Everything is a Fight Over the Null Hypothesis
The real battle is over who holds null, and only secondarily over making the empirical case.
The null hypothesis is the default that competing theories are trying to disprove. Science only falsifies claims; it cannot prove them permanently.
In modern science, a result is significant when it’s demonstrated with 95% confidence. This favors the incumbent, which is considered right until it’s disproven to a high standard. The benefit of this approach is that crazy new theories are not accepted just because they happened to get slightly lucky with a few results.
For example, if trying to show that dietary fiber affects health, the null you would disprove is that dietary fiber has no effect (believed until ~1972).
But where does the incumbent come from? Sometimes it’s a long-held theory that has made accurate predictions and withstood the test of time. Other times, though, the rationale is murky. Dietary fiber, which made up 10-15% of ancestral human diets, had to have its effects proven over the course of the 20th century, rather than those stripping it from foods with newly invented industrial processes needing to prove that it was unnecessary.
Here, it was a historical contingency, the result of modern chemistry emerging at the end of the 19th century. Chemically “inert” fiber was thought not to interact with the body and thus must simply take up space (despite its benefits recorded as far back as the ancient physician Galen).
It was only in the 70’s, when Denis Burkitt noticed that African villagers didn’t suffer from common Western gastrointestinal diseases, despite being much poorer, that the benefit of fiber was again appreciated.1
The side that “won” the null hypothesis has the defender’s advantage, but didn’t necessarily pass any evidentiary bar. This means the real battle is over who holds null, and only secondarily over making the empirical case. It’s led to the aphorism heard across economics departments, “everything is a fight over the null.”
Culture is another reason a null hypothesis can win,2 as seen in defamation lawsuits in the US vs the UK. There’s more criticism of public figures in the US because the plaintiff has to prove a defamatory statement is untrue, compared to the UK, where the defendant must prove what they’ve said is true.

US null: “defamatory statement is true.”
UK null: “defamatory statement is false.”
It’s not for empirical reasons that the UK and the US differ. There were no studies in those countries that determined if defamatory statements were more or less likely to be true on average. It’s due to cultural differences where the US prioritizes freedom of speech and limited government, while the UK values the protection of reputation and a regulated commons.
Mercifully, I won’t get further into cultural debates here. Rather, in my next post, I’ll explore epistemological nulls we’ve previously gotten wrong, and how we got there:
Everything is Independent - Assuming events or phenomena are independent of each other and do not interact, even when they do: rogue waves, the 2008 crash, and the wrongful conviction of Sally Clark.
Things are Static - Incorrectly assuming we’re fixed in place, e.g., the continents on the Earth, the Earth in the solar system, and the universe itself.

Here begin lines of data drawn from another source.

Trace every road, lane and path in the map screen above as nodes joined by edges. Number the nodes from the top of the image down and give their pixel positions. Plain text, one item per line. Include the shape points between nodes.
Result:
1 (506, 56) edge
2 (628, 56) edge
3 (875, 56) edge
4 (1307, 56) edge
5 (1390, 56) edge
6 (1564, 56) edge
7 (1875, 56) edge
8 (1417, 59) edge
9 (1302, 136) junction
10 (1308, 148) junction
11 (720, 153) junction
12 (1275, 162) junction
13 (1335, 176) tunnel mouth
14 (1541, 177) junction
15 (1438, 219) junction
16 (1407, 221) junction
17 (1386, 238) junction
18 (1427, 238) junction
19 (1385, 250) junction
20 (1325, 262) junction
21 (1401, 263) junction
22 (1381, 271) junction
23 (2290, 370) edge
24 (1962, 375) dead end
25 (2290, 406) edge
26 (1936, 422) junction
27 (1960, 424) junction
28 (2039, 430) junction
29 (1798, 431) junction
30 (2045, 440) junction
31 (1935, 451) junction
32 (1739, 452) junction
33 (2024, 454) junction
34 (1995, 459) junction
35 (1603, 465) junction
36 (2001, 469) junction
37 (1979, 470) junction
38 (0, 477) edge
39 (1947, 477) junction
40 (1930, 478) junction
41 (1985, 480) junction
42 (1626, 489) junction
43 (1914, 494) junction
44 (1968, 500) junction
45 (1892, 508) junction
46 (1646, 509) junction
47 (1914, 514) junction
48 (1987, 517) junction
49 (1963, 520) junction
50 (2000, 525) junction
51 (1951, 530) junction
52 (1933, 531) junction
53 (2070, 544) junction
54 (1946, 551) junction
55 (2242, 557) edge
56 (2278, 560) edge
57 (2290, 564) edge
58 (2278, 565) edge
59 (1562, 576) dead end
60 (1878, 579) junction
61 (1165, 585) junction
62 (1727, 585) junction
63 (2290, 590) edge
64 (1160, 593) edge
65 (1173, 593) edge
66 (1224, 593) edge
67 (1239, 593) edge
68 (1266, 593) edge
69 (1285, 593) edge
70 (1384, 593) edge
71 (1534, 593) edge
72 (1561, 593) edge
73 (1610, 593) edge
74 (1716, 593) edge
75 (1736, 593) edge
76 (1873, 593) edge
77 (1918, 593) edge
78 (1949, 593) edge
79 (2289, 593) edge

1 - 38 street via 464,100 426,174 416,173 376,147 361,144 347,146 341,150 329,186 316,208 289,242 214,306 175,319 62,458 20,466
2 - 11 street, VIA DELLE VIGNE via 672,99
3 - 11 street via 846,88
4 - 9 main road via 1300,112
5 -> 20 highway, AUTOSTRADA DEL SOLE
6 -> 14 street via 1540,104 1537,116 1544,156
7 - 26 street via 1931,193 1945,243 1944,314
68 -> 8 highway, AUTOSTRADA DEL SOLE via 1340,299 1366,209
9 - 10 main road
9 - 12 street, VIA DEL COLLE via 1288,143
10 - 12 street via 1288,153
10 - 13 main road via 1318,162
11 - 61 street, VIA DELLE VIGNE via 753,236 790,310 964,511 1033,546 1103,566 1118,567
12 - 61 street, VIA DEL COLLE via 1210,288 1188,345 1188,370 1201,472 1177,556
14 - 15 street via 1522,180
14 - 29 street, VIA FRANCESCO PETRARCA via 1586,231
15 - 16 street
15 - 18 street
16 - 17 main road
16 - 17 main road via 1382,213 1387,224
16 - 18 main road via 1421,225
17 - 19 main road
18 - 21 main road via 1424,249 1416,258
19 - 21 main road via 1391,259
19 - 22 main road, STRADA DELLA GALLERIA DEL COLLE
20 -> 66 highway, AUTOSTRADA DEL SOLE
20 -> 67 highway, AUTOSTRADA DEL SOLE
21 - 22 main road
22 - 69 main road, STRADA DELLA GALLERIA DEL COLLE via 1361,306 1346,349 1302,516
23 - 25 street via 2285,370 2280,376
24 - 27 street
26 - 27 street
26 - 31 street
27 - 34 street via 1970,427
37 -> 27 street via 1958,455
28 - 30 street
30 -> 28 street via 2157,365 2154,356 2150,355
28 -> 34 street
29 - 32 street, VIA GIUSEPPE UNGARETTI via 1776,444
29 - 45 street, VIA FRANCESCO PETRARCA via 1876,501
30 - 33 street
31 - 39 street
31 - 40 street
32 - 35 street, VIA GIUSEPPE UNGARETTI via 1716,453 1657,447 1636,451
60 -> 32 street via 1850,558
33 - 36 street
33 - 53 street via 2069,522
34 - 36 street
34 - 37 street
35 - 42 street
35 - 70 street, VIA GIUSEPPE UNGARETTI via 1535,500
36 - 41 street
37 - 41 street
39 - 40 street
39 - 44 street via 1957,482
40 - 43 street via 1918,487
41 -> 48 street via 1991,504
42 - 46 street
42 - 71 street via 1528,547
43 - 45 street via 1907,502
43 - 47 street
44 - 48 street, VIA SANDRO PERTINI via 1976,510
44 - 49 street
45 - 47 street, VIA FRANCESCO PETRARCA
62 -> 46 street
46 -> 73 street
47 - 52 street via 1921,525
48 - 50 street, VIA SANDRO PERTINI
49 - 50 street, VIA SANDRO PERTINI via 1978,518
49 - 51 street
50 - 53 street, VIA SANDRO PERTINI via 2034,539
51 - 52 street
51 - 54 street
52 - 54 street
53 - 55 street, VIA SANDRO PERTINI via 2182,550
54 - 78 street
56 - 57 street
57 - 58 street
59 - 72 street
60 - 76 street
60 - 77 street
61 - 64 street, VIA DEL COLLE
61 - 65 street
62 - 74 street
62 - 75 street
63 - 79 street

One of a Kind - It was believed that the Sun was the only “sun” (before ~1850s), and then that our galaxy was the only galaxy (before ~1920s), and then that our solar system’s planets were (nearly) the only planets (before ~1940s).
History is littered with examples, and once you understand them, you’ll start to see them everywhere.
His claims turned out to be somewhat overstated, but he was correct to recognize that fiber has health benefits and is not inert.
For example, the Blank Slate is (ironically) considered a culturally defined null and is more common in certain places and academic departments than in others.